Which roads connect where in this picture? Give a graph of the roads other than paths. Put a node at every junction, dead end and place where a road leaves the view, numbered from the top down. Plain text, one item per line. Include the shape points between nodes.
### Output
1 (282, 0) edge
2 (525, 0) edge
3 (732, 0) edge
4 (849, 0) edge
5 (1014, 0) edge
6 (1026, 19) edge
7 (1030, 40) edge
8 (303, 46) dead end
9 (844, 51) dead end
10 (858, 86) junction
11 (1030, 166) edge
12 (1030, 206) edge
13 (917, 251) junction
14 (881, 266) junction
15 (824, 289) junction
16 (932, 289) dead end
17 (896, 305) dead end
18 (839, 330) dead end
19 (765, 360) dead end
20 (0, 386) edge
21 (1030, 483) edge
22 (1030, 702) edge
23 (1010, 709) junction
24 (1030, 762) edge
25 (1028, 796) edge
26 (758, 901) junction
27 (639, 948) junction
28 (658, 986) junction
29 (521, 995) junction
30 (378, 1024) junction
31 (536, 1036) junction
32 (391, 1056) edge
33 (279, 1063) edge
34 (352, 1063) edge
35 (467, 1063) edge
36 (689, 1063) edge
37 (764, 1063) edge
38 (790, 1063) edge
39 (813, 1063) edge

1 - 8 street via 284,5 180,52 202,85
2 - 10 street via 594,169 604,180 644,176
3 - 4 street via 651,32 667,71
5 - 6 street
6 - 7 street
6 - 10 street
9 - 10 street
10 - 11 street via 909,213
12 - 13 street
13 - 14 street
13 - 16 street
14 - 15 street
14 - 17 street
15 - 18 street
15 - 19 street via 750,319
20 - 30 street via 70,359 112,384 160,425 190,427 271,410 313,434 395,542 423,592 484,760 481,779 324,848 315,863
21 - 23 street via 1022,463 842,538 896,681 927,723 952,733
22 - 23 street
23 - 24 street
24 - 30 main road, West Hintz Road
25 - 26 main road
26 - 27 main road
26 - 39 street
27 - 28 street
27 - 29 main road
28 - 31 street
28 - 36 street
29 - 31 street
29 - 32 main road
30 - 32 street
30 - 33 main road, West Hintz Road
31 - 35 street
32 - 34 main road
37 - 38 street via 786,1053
· · · ·
Where a line of the records includes "West", copy it.

__Task answer__
24 - 30 main road, West Hintz Road
30 - 33 main road, West Hintz Road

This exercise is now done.